◆ PROBLEM TO WORK ON ◆
Examine the entries and show every line in which the word "Jose" is found.

[Stored items]
_ _ _ _

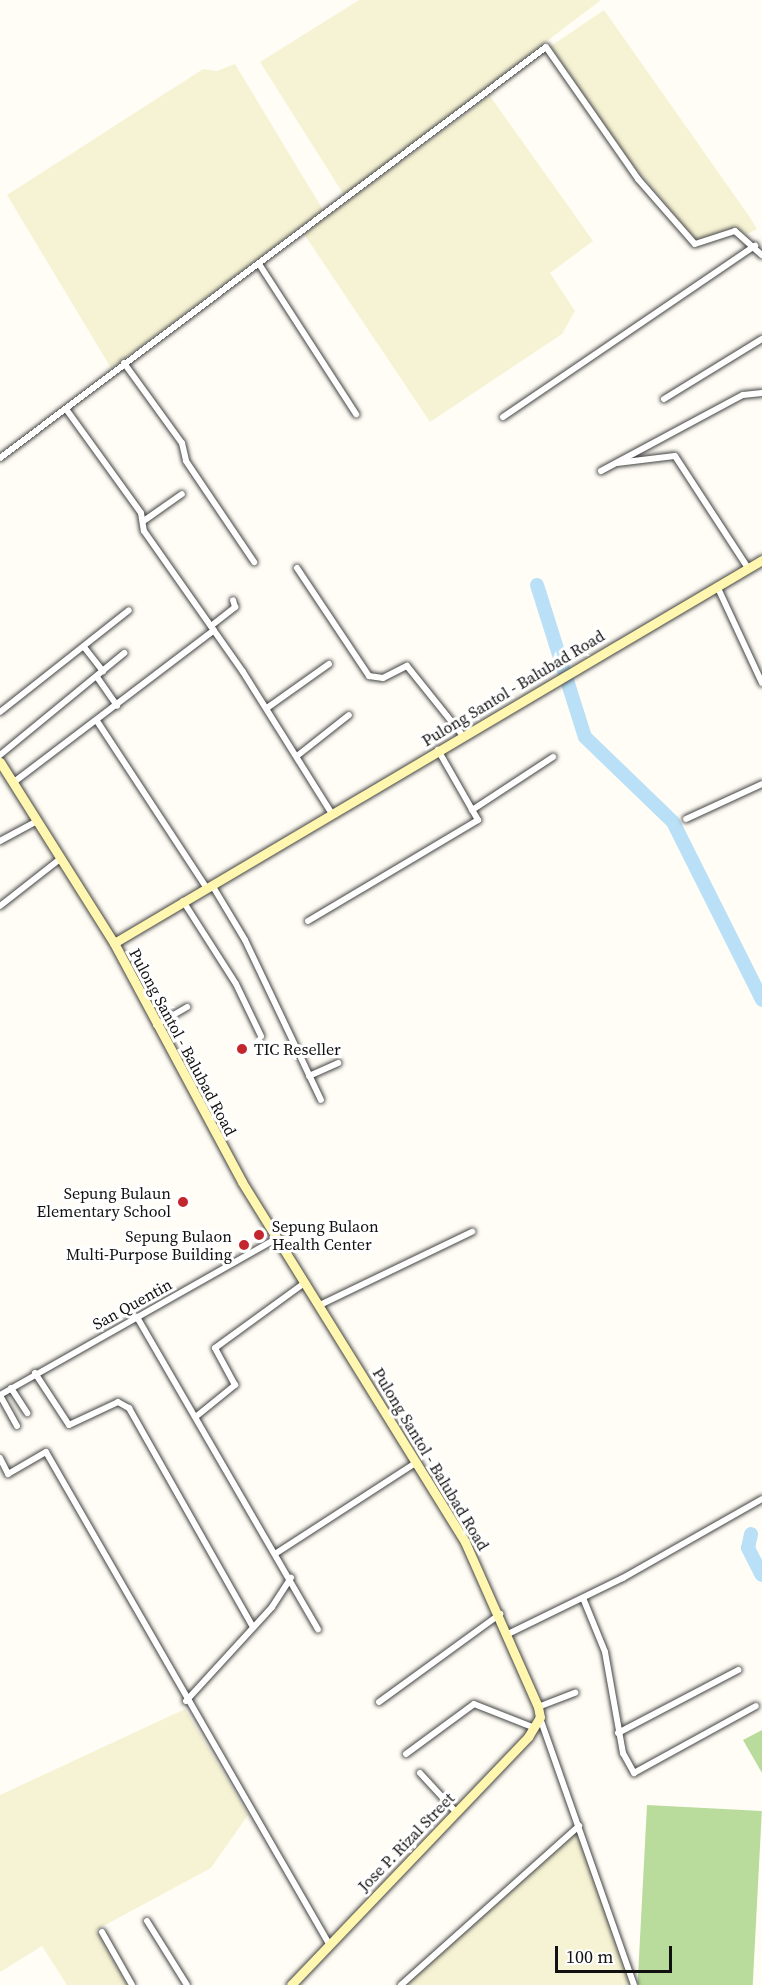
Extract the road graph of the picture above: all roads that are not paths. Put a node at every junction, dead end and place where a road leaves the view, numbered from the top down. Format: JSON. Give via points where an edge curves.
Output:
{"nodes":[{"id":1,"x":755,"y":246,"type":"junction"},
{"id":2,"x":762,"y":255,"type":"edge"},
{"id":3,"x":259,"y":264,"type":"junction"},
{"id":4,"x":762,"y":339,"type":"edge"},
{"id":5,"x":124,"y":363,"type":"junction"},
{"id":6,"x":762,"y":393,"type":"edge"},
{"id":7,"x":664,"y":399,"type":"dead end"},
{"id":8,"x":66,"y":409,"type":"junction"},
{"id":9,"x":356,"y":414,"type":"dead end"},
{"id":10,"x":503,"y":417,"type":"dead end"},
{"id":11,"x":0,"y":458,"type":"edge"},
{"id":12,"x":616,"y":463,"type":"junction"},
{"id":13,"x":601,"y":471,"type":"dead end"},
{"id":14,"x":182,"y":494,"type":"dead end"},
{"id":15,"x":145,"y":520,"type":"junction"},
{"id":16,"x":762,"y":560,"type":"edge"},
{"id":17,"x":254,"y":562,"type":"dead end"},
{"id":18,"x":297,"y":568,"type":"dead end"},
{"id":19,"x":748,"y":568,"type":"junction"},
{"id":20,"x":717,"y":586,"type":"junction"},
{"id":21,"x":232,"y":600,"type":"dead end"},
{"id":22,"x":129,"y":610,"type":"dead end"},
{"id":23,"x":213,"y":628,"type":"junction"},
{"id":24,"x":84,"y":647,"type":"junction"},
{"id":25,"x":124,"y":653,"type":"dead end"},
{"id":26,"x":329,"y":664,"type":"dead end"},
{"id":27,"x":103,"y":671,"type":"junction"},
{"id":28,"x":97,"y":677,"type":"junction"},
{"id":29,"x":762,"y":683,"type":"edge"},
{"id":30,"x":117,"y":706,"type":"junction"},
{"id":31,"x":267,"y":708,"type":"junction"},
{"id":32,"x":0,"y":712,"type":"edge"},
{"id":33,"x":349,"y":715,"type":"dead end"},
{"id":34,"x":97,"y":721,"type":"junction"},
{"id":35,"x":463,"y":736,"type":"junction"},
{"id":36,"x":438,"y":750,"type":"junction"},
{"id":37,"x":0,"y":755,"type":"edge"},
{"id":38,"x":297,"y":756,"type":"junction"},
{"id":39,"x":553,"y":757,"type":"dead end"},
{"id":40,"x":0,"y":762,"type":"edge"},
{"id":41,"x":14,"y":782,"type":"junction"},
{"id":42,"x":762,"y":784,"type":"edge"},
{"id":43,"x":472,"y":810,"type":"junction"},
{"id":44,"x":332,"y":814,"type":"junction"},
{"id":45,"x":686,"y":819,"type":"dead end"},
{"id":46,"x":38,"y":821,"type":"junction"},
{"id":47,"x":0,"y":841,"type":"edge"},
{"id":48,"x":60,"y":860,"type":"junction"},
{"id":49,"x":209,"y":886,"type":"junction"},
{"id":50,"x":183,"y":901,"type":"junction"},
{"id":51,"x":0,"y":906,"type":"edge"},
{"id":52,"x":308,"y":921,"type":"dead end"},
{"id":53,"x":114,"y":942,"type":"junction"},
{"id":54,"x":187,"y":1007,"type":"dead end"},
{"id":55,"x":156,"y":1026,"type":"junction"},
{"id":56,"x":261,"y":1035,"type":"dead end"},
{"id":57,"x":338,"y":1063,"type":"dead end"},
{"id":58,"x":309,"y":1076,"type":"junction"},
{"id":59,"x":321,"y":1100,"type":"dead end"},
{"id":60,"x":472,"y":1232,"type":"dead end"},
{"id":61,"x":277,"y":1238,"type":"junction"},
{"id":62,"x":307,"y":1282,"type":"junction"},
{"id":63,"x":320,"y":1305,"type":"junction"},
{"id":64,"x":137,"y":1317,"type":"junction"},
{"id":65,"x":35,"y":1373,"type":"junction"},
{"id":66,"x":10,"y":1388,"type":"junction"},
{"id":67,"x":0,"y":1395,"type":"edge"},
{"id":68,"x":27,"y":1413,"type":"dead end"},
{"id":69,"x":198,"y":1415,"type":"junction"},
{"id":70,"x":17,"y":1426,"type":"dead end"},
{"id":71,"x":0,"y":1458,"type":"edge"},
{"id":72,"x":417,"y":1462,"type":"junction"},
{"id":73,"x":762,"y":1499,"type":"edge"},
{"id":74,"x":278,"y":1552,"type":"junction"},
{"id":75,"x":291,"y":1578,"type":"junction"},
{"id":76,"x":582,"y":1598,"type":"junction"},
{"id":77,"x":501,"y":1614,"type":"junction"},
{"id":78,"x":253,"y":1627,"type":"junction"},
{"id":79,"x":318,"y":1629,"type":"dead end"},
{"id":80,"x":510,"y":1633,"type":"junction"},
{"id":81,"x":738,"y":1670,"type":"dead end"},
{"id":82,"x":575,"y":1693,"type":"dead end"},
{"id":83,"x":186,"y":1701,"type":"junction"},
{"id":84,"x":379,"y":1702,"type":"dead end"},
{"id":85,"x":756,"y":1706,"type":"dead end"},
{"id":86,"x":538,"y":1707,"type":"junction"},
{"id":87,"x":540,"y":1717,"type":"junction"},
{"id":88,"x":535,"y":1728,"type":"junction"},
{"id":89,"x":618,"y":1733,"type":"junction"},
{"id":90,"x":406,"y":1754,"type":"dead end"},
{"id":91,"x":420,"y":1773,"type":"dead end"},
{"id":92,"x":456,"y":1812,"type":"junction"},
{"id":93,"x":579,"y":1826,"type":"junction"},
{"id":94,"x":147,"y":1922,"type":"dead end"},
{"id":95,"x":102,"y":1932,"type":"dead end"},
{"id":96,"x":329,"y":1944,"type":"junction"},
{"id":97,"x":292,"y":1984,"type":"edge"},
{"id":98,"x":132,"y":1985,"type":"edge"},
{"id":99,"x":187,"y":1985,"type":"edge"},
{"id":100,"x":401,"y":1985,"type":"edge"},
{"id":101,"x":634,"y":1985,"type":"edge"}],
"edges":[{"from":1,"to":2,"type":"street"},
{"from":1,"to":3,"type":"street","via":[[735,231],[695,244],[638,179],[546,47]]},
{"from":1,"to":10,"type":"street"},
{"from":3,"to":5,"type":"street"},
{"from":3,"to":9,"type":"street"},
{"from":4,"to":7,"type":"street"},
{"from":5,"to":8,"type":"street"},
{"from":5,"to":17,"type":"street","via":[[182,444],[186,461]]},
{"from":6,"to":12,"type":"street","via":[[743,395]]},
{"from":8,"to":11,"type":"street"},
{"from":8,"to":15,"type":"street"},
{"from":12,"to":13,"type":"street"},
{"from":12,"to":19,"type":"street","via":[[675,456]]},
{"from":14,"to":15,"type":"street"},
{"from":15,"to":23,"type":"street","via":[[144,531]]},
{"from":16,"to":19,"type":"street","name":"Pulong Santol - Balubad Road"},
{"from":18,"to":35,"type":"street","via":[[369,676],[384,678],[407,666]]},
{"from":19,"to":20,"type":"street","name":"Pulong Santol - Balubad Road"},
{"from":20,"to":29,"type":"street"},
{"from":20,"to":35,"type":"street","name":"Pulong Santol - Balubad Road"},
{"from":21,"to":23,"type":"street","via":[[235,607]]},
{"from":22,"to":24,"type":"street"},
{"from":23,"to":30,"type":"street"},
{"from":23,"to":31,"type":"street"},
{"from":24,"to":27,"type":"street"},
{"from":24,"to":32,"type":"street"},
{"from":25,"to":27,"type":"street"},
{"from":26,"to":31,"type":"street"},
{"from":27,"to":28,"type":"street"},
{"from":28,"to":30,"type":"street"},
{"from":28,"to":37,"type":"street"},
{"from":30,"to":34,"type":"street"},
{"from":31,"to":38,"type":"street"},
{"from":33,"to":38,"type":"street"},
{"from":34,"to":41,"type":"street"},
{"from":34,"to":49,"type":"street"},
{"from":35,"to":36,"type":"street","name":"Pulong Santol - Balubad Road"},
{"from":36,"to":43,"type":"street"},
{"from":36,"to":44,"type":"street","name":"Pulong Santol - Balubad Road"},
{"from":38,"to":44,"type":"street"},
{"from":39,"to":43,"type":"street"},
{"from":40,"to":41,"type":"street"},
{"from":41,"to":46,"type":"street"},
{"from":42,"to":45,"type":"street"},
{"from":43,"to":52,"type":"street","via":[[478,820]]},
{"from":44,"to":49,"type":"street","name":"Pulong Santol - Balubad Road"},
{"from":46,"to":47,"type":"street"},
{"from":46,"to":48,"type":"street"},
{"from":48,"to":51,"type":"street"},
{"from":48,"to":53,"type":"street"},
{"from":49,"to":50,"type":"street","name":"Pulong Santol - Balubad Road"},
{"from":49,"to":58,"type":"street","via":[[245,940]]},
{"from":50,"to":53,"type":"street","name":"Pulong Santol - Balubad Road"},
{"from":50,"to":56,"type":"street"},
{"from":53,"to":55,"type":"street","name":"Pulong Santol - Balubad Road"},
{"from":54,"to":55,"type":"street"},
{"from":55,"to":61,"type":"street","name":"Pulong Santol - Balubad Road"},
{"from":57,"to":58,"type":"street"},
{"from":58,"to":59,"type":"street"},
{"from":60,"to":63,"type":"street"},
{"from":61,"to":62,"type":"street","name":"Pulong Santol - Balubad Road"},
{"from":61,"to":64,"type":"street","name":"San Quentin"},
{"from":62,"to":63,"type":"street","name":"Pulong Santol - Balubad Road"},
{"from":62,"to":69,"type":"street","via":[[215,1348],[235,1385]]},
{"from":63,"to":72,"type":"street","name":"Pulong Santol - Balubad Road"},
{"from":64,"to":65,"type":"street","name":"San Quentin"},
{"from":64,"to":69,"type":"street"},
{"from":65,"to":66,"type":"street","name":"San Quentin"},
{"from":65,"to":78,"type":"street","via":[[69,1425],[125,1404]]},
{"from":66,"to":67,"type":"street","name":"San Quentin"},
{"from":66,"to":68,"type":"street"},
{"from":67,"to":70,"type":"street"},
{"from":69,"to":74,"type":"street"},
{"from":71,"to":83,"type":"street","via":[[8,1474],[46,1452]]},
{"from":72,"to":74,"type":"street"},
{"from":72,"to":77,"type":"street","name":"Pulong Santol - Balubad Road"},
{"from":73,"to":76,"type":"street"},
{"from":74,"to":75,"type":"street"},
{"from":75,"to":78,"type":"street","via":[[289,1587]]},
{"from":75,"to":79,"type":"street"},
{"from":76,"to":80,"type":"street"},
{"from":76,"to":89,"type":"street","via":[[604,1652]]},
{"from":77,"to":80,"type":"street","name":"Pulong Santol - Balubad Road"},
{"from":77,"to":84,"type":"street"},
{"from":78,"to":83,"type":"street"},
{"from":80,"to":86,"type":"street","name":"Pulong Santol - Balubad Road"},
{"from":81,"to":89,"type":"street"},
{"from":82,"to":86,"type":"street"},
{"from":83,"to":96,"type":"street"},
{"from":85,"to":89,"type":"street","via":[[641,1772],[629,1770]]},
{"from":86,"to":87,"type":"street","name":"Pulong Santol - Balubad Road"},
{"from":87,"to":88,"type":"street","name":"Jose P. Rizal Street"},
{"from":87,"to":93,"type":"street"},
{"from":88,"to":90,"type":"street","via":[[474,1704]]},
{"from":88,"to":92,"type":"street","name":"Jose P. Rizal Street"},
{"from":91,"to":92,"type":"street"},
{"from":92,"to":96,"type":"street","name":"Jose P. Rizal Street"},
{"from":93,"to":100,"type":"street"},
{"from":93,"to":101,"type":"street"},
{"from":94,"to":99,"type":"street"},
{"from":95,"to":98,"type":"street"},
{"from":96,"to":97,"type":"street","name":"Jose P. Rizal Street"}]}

_ _ _ _

◆ WRITTEN SOLUTION ◆
{"from":87,"to":88,"type":"street","name":"Jose P. Rizal Street"},
{"from":88,"to":92,"type":"street","name":"Jose P. Rizal Street"},
{"from":92,"to":96,"type":"street","name":"Jose P. Rizal Street"},
{"from":96,"to":97,"type":"street","name":"Jose P. Rizal Street"}]}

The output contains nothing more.